--- Exercise details ---
From the entries that follow, pick out all lines holding "Court".

Records for processing START

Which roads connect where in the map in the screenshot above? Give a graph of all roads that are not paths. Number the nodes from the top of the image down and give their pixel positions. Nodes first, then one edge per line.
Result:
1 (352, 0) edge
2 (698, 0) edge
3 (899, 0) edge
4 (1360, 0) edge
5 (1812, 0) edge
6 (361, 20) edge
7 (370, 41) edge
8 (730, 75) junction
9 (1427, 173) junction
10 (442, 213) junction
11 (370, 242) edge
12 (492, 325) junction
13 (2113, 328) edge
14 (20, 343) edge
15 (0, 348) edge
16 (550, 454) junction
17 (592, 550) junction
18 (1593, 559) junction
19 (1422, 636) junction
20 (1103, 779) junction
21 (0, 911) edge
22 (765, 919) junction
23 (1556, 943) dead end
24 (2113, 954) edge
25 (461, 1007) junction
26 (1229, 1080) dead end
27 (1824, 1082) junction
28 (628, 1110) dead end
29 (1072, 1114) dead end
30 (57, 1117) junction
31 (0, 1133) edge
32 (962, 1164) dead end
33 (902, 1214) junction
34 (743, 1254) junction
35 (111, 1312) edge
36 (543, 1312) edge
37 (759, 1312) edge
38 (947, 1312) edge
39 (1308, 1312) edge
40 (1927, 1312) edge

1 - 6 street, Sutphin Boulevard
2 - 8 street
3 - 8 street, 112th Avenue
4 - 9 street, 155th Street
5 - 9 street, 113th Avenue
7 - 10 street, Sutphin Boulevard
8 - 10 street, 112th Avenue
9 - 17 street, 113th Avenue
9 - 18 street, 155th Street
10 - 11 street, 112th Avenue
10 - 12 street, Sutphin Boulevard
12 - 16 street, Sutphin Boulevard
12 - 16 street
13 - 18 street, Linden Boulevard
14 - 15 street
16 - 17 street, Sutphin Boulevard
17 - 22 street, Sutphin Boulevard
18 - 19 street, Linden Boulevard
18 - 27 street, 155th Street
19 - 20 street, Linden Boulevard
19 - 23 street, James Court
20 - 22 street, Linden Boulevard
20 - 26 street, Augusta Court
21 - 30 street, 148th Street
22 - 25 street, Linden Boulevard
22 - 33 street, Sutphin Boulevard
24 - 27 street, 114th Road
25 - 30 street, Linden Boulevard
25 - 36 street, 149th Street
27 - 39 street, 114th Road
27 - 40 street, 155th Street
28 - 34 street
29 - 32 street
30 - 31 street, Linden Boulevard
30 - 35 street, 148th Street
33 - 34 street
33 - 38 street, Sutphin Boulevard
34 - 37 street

Records for processing END

--- Final answer ---
19 - 23 street, James Court
20 - 26 street, Augusta Court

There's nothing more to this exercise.